**WORK TO COMPLETE**
In full and without edits, write out the data that follows.

**INPUT**

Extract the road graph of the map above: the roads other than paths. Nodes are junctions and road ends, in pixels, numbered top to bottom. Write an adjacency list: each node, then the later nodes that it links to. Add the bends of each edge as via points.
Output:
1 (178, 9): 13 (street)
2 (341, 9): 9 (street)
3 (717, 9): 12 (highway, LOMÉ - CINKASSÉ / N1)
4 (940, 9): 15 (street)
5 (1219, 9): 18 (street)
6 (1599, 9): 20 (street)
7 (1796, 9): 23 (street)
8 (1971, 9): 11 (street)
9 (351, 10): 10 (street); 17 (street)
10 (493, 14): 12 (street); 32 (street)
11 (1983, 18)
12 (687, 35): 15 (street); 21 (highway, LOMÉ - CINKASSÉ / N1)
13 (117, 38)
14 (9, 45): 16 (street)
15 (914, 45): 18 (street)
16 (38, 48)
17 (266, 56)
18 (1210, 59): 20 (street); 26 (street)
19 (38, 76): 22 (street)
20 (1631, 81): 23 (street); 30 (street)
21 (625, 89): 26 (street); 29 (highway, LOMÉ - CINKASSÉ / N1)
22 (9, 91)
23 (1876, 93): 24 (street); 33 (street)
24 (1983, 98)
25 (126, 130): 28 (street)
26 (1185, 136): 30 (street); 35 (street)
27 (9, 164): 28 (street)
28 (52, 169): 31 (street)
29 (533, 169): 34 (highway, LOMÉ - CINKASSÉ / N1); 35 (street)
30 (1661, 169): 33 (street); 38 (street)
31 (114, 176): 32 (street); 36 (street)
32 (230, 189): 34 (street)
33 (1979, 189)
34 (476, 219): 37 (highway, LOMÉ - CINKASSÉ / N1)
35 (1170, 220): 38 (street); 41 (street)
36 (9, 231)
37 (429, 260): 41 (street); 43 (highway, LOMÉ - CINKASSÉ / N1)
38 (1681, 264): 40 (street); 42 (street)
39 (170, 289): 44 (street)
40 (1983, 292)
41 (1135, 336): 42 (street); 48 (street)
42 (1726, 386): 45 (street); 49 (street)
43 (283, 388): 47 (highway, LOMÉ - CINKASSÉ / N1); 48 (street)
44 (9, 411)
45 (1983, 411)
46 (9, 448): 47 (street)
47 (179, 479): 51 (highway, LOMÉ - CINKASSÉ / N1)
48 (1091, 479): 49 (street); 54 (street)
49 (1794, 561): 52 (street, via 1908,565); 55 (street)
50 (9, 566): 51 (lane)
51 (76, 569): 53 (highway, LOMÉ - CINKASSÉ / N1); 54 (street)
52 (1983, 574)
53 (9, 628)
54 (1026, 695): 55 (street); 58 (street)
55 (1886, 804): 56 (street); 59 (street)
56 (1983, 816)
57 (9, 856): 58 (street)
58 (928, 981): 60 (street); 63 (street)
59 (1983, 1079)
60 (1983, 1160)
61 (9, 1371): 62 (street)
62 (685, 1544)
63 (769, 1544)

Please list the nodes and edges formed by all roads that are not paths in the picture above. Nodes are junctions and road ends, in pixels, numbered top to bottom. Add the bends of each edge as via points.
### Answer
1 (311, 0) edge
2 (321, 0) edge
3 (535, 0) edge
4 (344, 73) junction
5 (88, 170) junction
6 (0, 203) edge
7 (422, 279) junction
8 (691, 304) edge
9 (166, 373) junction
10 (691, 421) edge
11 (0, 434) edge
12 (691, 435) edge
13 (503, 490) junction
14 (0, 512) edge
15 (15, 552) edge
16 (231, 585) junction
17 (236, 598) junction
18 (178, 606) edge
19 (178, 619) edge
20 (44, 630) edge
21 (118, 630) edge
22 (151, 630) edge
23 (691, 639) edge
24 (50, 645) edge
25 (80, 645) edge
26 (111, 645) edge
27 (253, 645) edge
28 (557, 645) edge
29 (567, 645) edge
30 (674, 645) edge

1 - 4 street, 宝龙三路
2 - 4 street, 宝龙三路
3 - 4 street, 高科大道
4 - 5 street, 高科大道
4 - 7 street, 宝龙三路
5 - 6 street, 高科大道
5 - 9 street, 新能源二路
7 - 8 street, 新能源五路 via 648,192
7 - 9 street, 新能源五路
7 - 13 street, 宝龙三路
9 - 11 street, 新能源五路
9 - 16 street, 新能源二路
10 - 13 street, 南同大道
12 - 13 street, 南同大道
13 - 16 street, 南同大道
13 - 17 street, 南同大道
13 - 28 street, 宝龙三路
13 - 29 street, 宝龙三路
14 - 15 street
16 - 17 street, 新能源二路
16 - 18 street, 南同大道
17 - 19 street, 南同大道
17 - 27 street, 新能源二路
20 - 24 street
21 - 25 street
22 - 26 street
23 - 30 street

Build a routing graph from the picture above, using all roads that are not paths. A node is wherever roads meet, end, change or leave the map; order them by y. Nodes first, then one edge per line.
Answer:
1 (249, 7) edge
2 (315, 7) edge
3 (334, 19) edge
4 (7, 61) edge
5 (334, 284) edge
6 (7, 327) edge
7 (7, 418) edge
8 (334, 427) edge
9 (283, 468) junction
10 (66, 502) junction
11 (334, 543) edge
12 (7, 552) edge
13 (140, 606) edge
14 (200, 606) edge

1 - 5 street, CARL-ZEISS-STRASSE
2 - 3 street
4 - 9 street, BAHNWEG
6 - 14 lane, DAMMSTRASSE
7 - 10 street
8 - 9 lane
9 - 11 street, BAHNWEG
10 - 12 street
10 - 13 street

**RESULT**
Extract the road graph of the map above: the roads other than paths. Nodes are junctions and road ends, in pixels, numbered top to bottom. Write an adjacency list: each node, then the later nodes that it links to. Add the bends of each edge as via points.
Output:
1 (178, 9): 13 (street)
2 (341, 9): 9 (street)
3 (717, 9): 12 (highway, LOMÉ - CINKASSÉ / N1)
4 (940, 9): 15 (street)
5 (1219, 9): 18 (street)
6 (1599, 9): 20 (street)
7 (1796, 9): 23 (street)
8 (1971, 9): 11 (street)
9 (351, 10): 10 (street); 17 (street)
10 (493, 14): 12 (street); 32 (street)
11 (1983, 18)
12 (687, 35): 15 (street); 21 (highway, LOMÉ - CINKASSÉ / N1)
13 (117, 38)
14 (9, 45): 16 (street)
15 (914, 45): 18 (street)
16 (38, 48)
17 (266, 56)
18 (1210, 59): 20 (street); 26 (street)
19 (38, 76): 22 (street)
20 (1631, 81): 23 (street); 30 (street)
21 (625, 89): 26 (street); 29 (highway, LOMÉ - CINKASSÉ / N1)
22 (9, 91)
23 (1876, 93): 24 (street); 33 (street)
24 (1983, 98)
25 (126, 130): 28 (street)
26 (1185, 136): 30 (street); 35 (street)
27 (9, 164): 28 (street)
28 (52, 169): 31 (street)
29 (533, 169): 34 (highway, LOMÉ - CINKASSÉ / N1); 35 (street)
30 (1661, 169): 33 (street); 38 (street)
31 (114, 176): 32 (street); 36 (street)
32 (230, 189): 34 (street)
33 (1979, 189)
34 (476, 219): 37 (highway, LOMÉ - CINKASSÉ / N1)
35 (1170, 220): 38 (street); 41 (street)
36 (9, 231)
37 (429, 260): 41 (street); 43 (highway, LOMÉ - CINKASSÉ / N1)
38 (1681, 264): 40 (street); 42 (street)
39 (170, 289): 44 (street)
40 (1983, 292)
41 (1135, 336): 42 (street); 48 (street)
42 (1726, 386): 45 (street); 49 (street)
43 (283, 388): 47 (highway, LOMÉ - CINKASSÉ / N1); 48 (street)
44 (9, 411)
45 (1983, 411)
46 (9, 448): 47 (street)
47 (179, 479): 51 (highway, LOMÉ - CINKASSÉ / N1)
48 (1091, 479): 49 (street); 54 (street)
49 (1794, 561): 52 (street, via 1908,565); 55 (street)
50 (9, 566): 51 (lane)
51 (76, 569): 53 (highway, LOMÉ - CINKASSÉ / N1); 54 (street)
52 (1983, 574)
53 (9, 628)
54 (1026, 695): 55 (street); 58 (street)
55 (1886, 804): 56 (street); 59 (street)
56 (1983, 816)
57 (9, 856): 58 (street)
58 (928, 981): 60 (street); 63 (street)
59 (1983, 1079)
60 (1983, 1160)
61 (9, 1371): 62 (street)
62 (685, 1544)
63 (769, 1544)

Please list the nodes and edges formed by all roads that are not paths in the picture above. Nodes are junctions and road ends, in pixels, numbered top to bottom. Add the bends of each edge as via points.
### Answer
1 (311, 0) edge
2 (321, 0) edge
3 (535, 0) edge
4 (344, 73) junction
5 (88, 170) junction
6 (0, 203) edge
7 (422, 279) junction
8 (691, 304) edge
9 (166, 373) junction
10 (691, 421) edge
11 (0, 434) edge
12 (691, 435) edge
13 (503, 490) junction
14 (0, 512) edge
15 (15, 552) edge
16 (231, 585) junction
17 (236, 598) junction
18 (178, 606) edge
19 (178, 619) edge
20 (44, 630) edge
21 (118, 630) edge
22 (151, 630) edge
23 (691, 639) edge
24 (50, 645) edge
25 (80, 645) edge
26 (111, 645) edge
27 (253, 645) edge
28 (557, 645) edge
29 (567, 645) edge
30 (674, 645) edge

1 - 4 street, 宝龙三路
2 - 4 street, 宝龙三路
3 - 4 street, 高科大道
4 - 5 street, 高科大道
4 - 7 street, 宝龙三路
5 - 6 street, 高科大道
5 - 9 street, 新能源二路
7 - 8 street, 新能源五路 via 648,192
7 - 9 street, 新能源五路
7 - 13 street, 宝龙三路
9 - 11 street, 新能源五路
9 - 16 street, 新能源二路
10 - 13 street, 南同大道
12 - 13 street, 南同大道
13 - 16 street, 南同大道
13 - 17 street, 南同大道
13 - 28 street, 宝龙三路
13 - 29 street, 宝龙三路
14 - 15 street
16 - 17 street, 新能源二路
16 - 18 street, 南同大道
17 - 19 street, 南同大道
17 - 27 street, 新能源二路
20 - 24 street
21 - 25 street
22 - 26 street
23 - 30 street

Build a routing graph from the picture above, using all roads that are not paths. A node is wherever roads meet, end, change or leave the map; order them by y. Nodes first, then one edge per line.
Answer:
1 (249, 7) edge
2 (315, 7) edge
3 (334, 19) edge
4 (7, 61) edge
5 (334, 284) edge
6 (7, 327) edge
7 (7, 418) edge
8 (334, 427) edge
9 (283, 468) junction
10 (66, 502) junction
11 (334, 543) edge
12 (7, 552) edge
13 (140, 606) edge
14 (200, 606) edge

1 - 5 street, CARL-ZEISS-STRASSE
2 - 3 street
4 - 9 street, BAHNWEG
6 - 14 lane, DAMMSTRASSE
7 - 10 street
8 - 9 lane
9 - 11 street, BAHNWEG
10 - 12 street
10 - 13 street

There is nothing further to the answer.